The South Carolina Constitution includes a clause, known as a no-aid clause, that prohibits the state from using public funds to directly benefit private schools. In April 2021, a Catholic bishop and an association of private colleges and universities sued the state, arguing that South Carolina’s no-aid clause was motivated by discriminatory intent—including animus toward Catholics—and therefore violated the U.S. Constitution.
In September 2021, both sides filed summary-judgment motions in the trial court. In October 2021, Americans United filed an amicus brief in support of the state, defending the constitutionality of the state’s no-aid clause by detailing its history and explaining that it was not rooted in anti-Catholic animus.

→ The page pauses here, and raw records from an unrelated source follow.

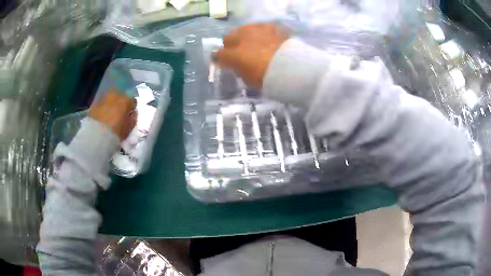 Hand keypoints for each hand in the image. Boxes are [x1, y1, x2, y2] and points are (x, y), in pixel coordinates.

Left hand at [89, 89, 136, 140]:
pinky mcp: (95, 102)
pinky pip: (102, 104)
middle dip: (121, 104)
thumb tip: (133, 114)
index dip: (132, 109)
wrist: (97, 134)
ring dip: (112, 104)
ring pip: (111, 99)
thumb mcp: (129, 128)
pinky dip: (103, 108)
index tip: (130, 115)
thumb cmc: (116, 131)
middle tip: (119, 114)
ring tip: (110, 115)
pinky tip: (102, 117)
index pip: (133, 101)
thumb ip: (133, 119)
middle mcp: (116, 94)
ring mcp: (105, 97)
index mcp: (126, 100)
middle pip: (121, 97)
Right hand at [215, 24, 288, 88]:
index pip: (219, 54)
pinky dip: (260, 34)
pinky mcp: (271, 27)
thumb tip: (238, 67)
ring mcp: (256, 30)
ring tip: (253, 44)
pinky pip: (260, 28)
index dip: (220, 59)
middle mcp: (242, 38)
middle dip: (230, 45)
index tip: (224, 63)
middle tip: (238, 52)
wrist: (292, 67)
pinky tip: (267, 40)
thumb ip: (240, 71)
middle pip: (229, 37)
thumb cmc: (269, 78)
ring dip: (244, 37)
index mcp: (234, 55)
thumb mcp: (249, 79)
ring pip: (243, 29) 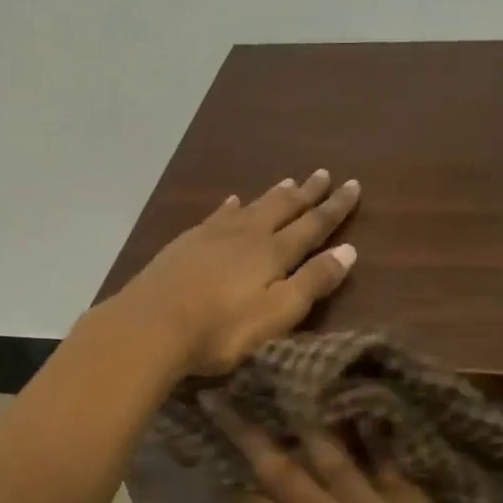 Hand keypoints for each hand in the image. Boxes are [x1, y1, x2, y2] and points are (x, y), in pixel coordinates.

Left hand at [113, 170, 359, 376]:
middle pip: (283, 207)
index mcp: (273, 253)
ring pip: (252, 207)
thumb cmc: (220, 328)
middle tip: (324, 173)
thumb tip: (349, 251)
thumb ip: (312, 282)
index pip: (313, 225)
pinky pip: (217, 216)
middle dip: (307, 193)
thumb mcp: (276, 314)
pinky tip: (232, 201)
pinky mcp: (186, 244)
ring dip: (274, 194)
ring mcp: (212, 235)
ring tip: (289, 180)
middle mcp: (247, 235)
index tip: (353, 185)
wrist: (149, 326)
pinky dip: (231, 207)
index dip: (335, 207)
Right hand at [211, 403, 462, 502]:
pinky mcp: (407, 500)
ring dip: (309, 429)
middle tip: (226, 403)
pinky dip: (374, 441)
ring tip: (292, 393)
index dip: (237, 483)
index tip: (218, 450)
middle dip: (251, 439)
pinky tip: (363, 412)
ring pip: (335, 460)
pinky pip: (387, 463)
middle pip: (286, 474) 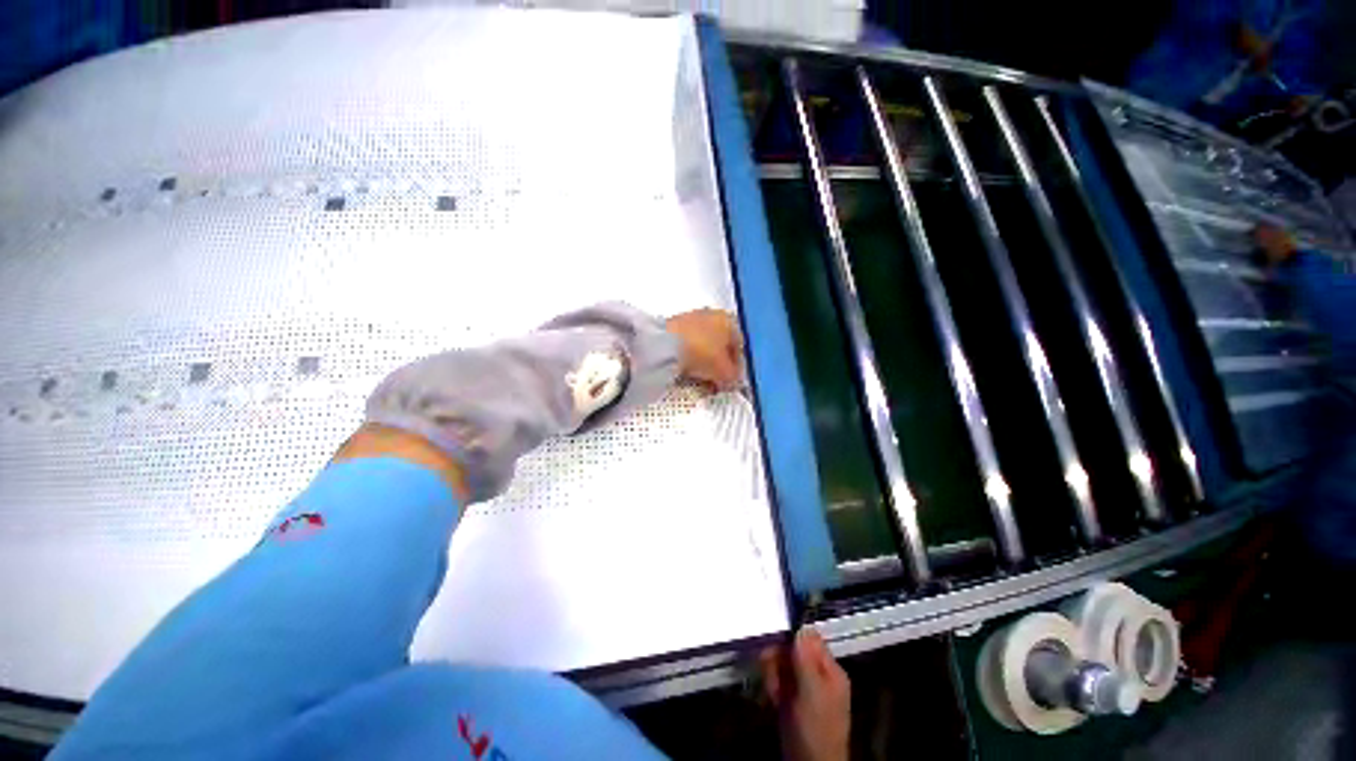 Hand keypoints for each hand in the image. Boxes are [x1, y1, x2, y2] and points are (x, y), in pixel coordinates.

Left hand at [666, 309, 743, 390]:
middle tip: (716, 382)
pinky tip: (686, 370)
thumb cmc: (702, 353)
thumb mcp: (723, 371)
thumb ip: (732, 376)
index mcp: (729, 321)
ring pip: (703, 345)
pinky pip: (688, 345)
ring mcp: (692, 318)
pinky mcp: (674, 325)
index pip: (739, 346)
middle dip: (719, 364)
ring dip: (704, 361)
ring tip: (700, 378)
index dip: (737, 366)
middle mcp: (713, 315)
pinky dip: (690, 357)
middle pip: (720, 344)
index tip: (731, 381)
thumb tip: (732, 379)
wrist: (664, 343)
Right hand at [759, 628, 850, 760]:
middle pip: (791, 650)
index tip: (775, 643)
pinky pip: (776, 681)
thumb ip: (806, 658)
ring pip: (780, 664)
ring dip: (772, 676)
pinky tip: (772, 702)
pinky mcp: (790, 699)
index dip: (791, 637)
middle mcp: (817, 674)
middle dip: (777, 661)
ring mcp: (803, 688)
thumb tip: (800, 625)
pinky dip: (771, 688)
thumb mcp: (812, 691)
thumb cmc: (816, 728)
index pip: (808, 637)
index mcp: (829, 669)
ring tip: (774, 695)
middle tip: (774, 679) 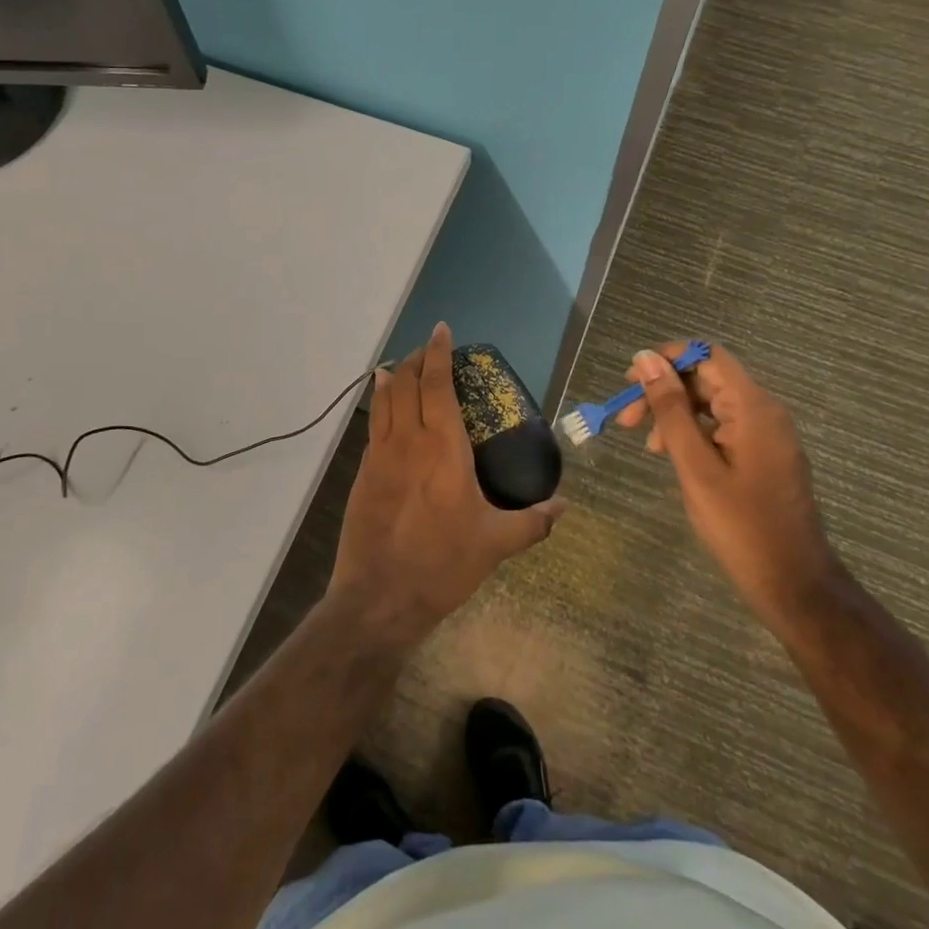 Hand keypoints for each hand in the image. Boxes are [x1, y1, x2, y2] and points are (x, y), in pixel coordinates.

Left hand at [331, 322, 563, 651]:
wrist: (380, 596)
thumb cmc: (442, 564)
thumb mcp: (496, 544)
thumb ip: (533, 522)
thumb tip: (564, 506)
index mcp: (443, 447)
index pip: (437, 384)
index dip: (438, 353)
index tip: (442, 331)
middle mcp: (408, 440)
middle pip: (405, 382)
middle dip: (416, 358)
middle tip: (429, 351)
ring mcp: (380, 455)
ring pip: (384, 399)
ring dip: (393, 375)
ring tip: (402, 365)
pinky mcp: (363, 473)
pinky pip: (373, 425)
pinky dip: (379, 403)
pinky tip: (385, 405)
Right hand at [617, 343, 841, 630]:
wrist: (792, 582)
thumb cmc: (740, 525)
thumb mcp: (695, 466)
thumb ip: (671, 410)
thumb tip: (647, 360)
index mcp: (753, 407)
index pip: (707, 356)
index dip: (667, 358)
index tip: (630, 381)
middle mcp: (764, 411)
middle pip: (707, 378)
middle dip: (664, 391)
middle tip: (626, 420)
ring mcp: (767, 433)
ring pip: (712, 403)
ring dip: (674, 414)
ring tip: (647, 445)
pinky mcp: (764, 454)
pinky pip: (723, 426)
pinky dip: (693, 432)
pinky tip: (672, 455) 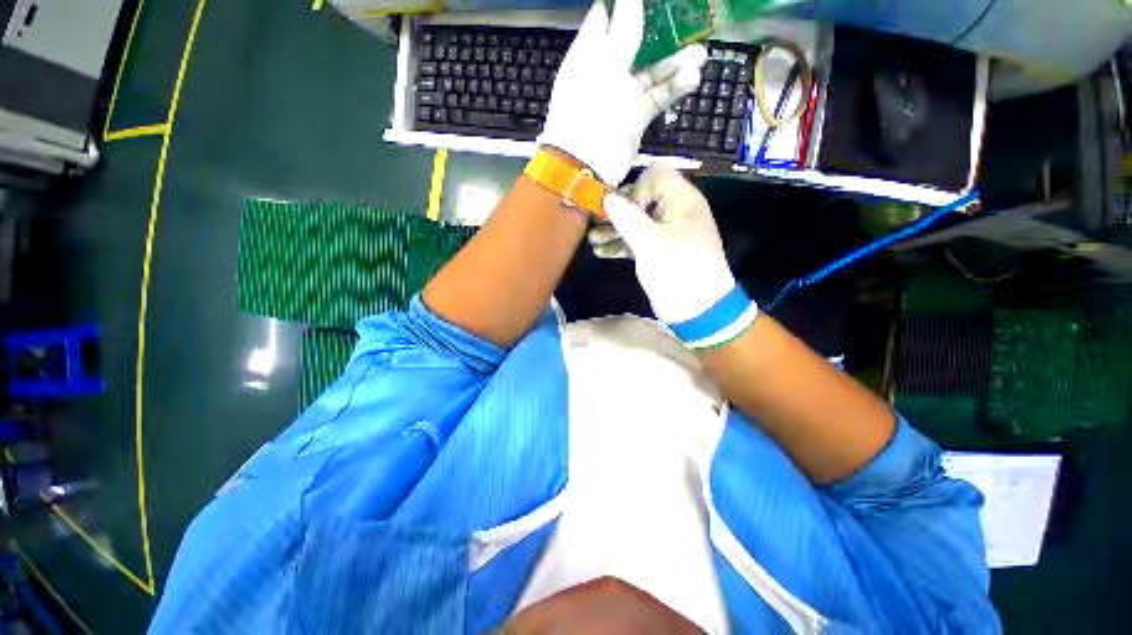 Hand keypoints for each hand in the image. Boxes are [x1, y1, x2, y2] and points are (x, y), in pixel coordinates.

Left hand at [537, 0, 705, 184]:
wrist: (587, 167)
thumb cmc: (590, 112)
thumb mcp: (606, 66)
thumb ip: (623, 30)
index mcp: (589, 54)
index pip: (605, 18)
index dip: (625, 5)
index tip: (652, 0)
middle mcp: (605, 73)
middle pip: (635, 44)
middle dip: (661, 33)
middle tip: (688, 20)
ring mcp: (621, 98)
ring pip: (651, 73)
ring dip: (675, 63)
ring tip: (701, 54)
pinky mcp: (634, 120)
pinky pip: (656, 98)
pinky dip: (673, 89)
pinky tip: (692, 78)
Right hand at [600, 163, 735, 324]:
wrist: (697, 310)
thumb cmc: (677, 271)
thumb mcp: (650, 243)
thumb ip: (626, 216)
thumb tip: (606, 195)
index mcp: (682, 200)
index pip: (655, 175)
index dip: (636, 188)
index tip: (624, 211)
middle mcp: (675, 211)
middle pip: (642, 198)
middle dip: (618, 211)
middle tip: (598, 223)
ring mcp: (667, 232)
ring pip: (637, 221)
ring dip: (615, 229)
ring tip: (593, 240)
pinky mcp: (659, 250)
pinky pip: (637, 239)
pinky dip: (621, 244)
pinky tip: (601, 252) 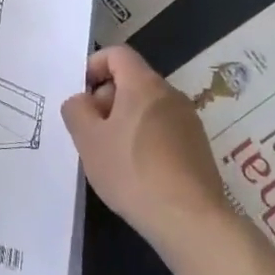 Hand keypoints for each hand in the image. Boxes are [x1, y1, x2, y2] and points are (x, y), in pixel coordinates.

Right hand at [62, 46, 229, 250]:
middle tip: (92, 132)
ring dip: (125, 122)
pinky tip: (138, 172)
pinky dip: (145, 139)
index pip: (117, 54)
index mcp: (144, 84)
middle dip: (107, 99)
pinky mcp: (198, 148)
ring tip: (113, 156)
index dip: (94, 66)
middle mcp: (170, 94)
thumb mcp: (88, 140)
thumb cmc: (133, 172)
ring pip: (147, 107)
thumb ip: (76, 110)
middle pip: (132, 80)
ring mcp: (188, 122)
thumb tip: (82, 101)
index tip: (82, 96)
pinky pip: (164, 130)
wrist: (191, 221) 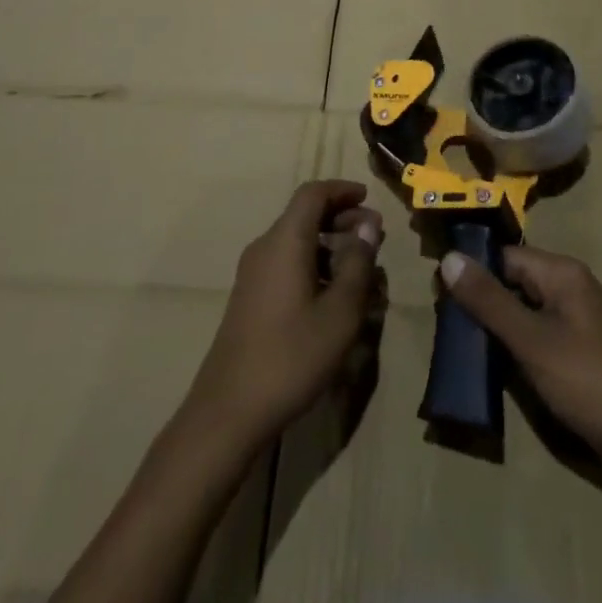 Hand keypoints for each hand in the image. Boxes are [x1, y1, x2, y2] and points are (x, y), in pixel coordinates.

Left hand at [182, 181, 383, 451]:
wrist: (228, 412)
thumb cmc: (291, 356)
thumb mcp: (340, 313)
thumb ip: (358, 264)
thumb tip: (369, 227)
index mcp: (285, 240)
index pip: (313, 193)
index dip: (342, 190)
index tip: (369, 199)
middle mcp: (265, 247)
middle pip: (304, 215)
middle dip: (341, 218)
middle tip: (373, 237)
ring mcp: (253, 273)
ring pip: (296, 240)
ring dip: (329, 243)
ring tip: (360, 268)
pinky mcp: (250, 298)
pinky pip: (286, 262)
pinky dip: (313, 263)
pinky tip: (332, 294)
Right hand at [439, 246, 601, 499]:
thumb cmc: (588, 381)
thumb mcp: (531, 340)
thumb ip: (489, 301)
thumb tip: (448, 258)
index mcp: (560, 272)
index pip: (503, 256)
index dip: (471, 270)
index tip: (436, 292)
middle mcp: (566, 287)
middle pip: (511, 280)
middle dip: (478, 299)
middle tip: (442, 321)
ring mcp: (571, 320)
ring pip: (519, 310)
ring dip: (492, 325)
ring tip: (456, 343)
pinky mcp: (572, 350)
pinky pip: (532, 334)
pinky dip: (510, 344)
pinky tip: (486, 363) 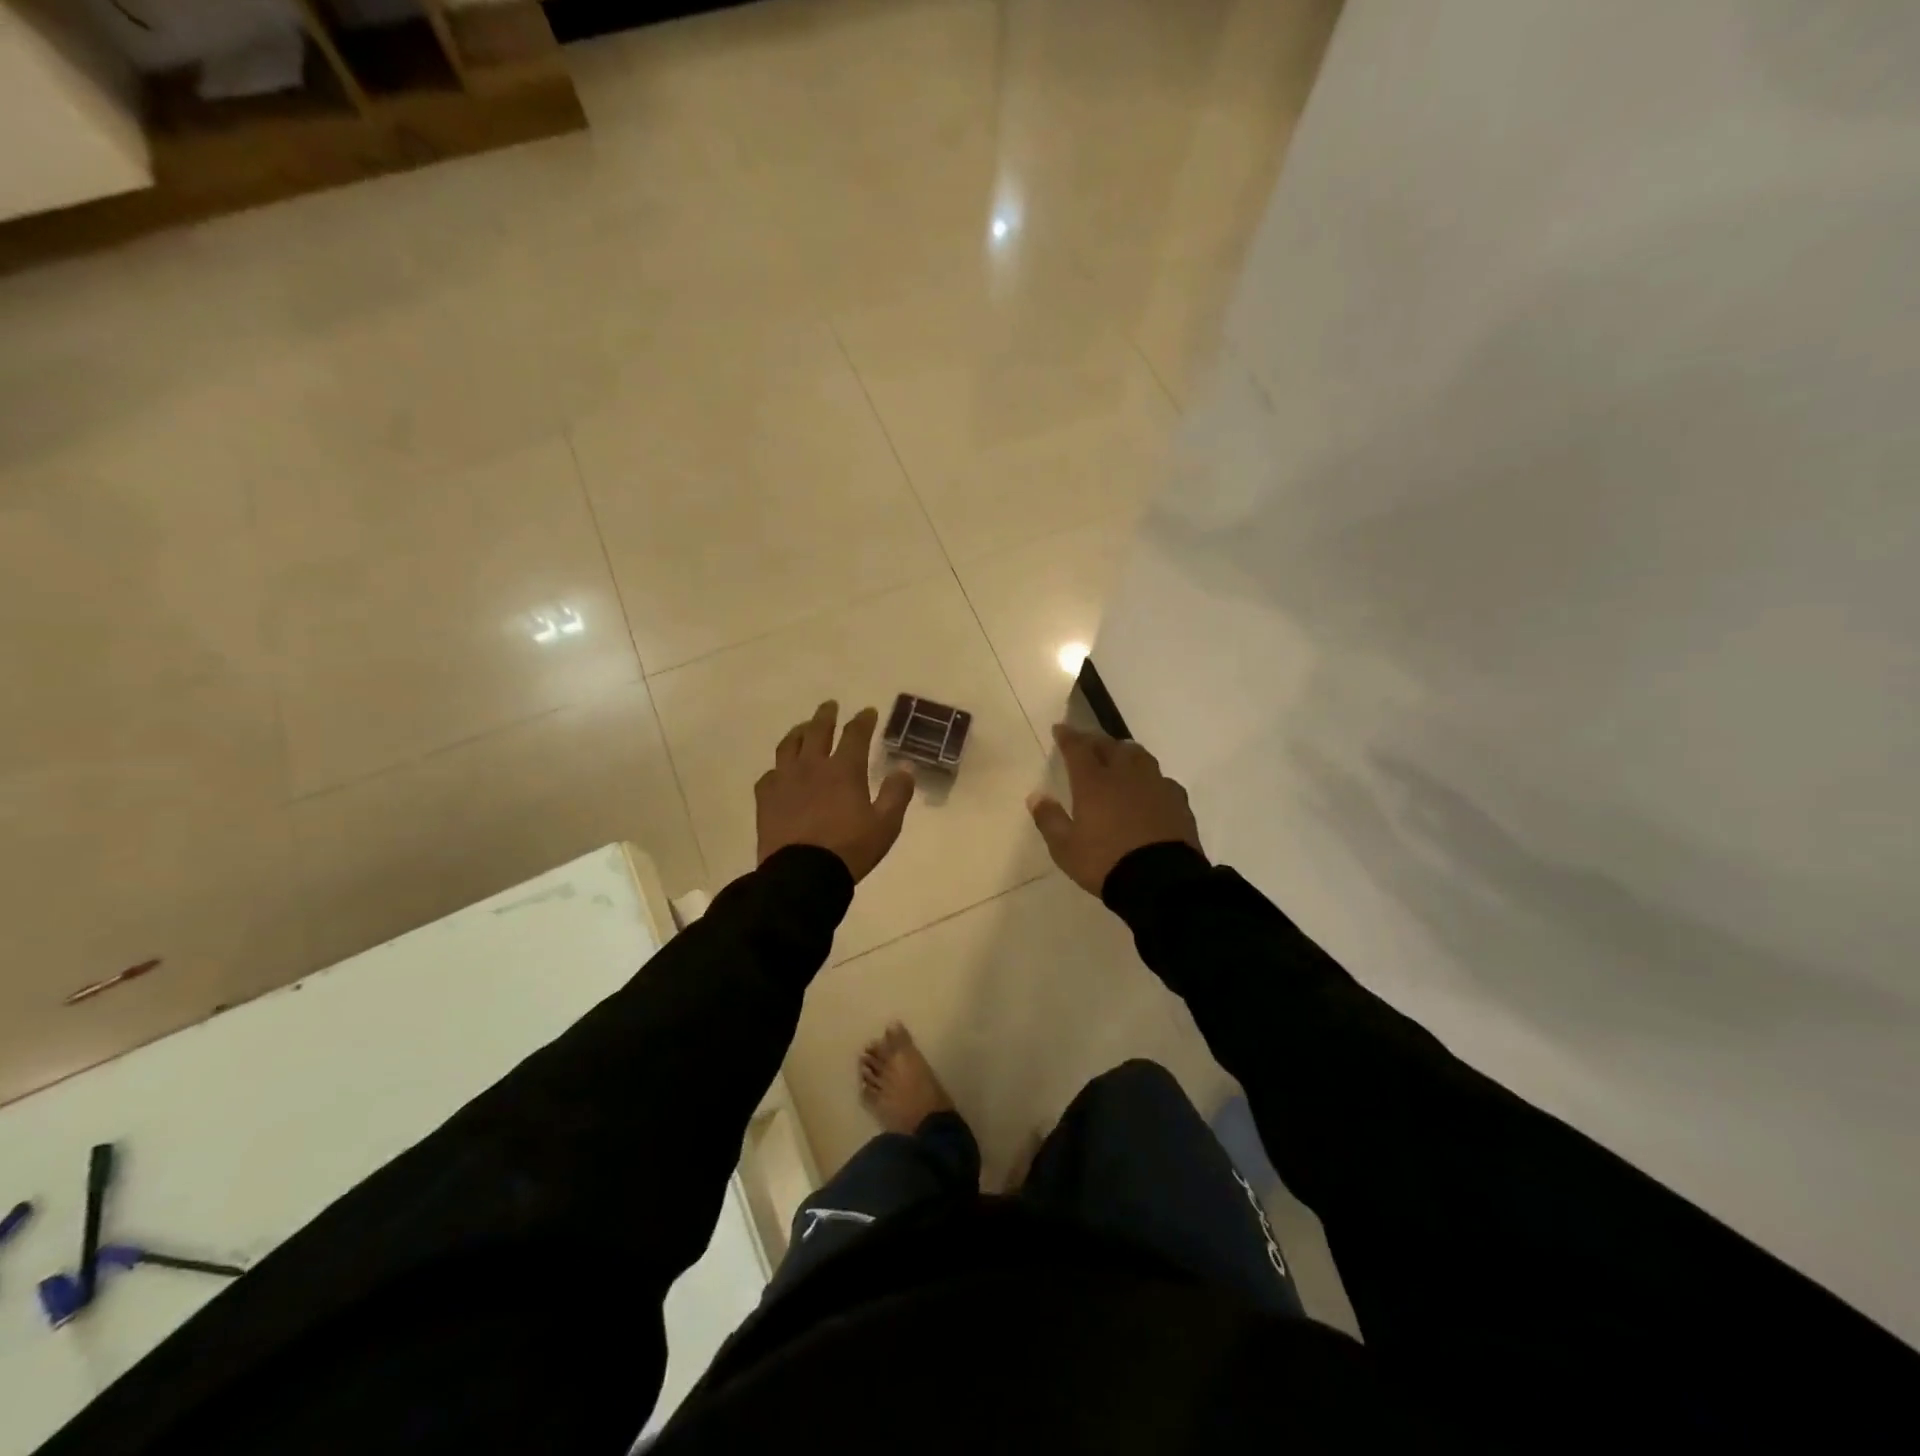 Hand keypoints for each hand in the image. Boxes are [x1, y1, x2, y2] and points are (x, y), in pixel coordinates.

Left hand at [756, 701, 914, 882]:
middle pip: (817, 730)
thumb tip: (905, 768)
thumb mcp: (886, 824)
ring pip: (789, 745)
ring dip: (798, 732)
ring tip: (803, 728)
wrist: (802, 874)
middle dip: (826, 716)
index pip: (855, 734)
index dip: (863, 720)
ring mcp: (785, 780)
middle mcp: (812, 766)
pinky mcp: (766, 799)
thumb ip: (897, 793)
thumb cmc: (850, 849)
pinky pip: (770, 774)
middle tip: (830, 706)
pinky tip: (780, 771)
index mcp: (844, 770)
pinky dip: (778, 768)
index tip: (868, 712)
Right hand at [1027, 723, 1203, 895]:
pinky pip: (1161, 779)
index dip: (1068, 736)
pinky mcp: (1178, 800)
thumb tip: (1036, 796)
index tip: (1060, 728)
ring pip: (1139, 756)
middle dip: (1095, 740)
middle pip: (1110, 746)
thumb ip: (1049, 819)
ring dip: (1125, 752)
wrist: (1161, 882)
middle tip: (1087, 742)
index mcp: (1094, 783)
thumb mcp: (1065, 848)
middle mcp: (1125, 775)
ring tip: (1119, 756)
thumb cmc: (1106, 862)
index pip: (1078, 749)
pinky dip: (1149, 778)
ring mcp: (1155, 785)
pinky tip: (1149, 788)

In February 2022, the district court granted the state’s summary-judgment motion. On the plaintiffs’ claims of religious discrimination, it ruled that the no-aid clause was not based on discriminatory intent and did not have a discriminatory impact on religious schools.
The plaintiffs appealed that decision to the U.S. Court of Appeals for the Fourth Circuit. There, in May 2022, Americans United filed another amicus brief in support of the state’s no-aid clause. We explained that South Carolina’s no-aid clause was not motivated by anti-Catholic animus but was instead enacted to safeguard funding for the state’s developing public-education system and to prevent religious division. And at any rate, the no-aid clause was amended in 1972 to cover secular private schools, meaning that even if the previous version had been tainted by animus, the amended version was not.
On July 6, 2023, the Fourth Circuit dismissed the case as moot because all the funds sought by the plaintiff schools have already been disbursed.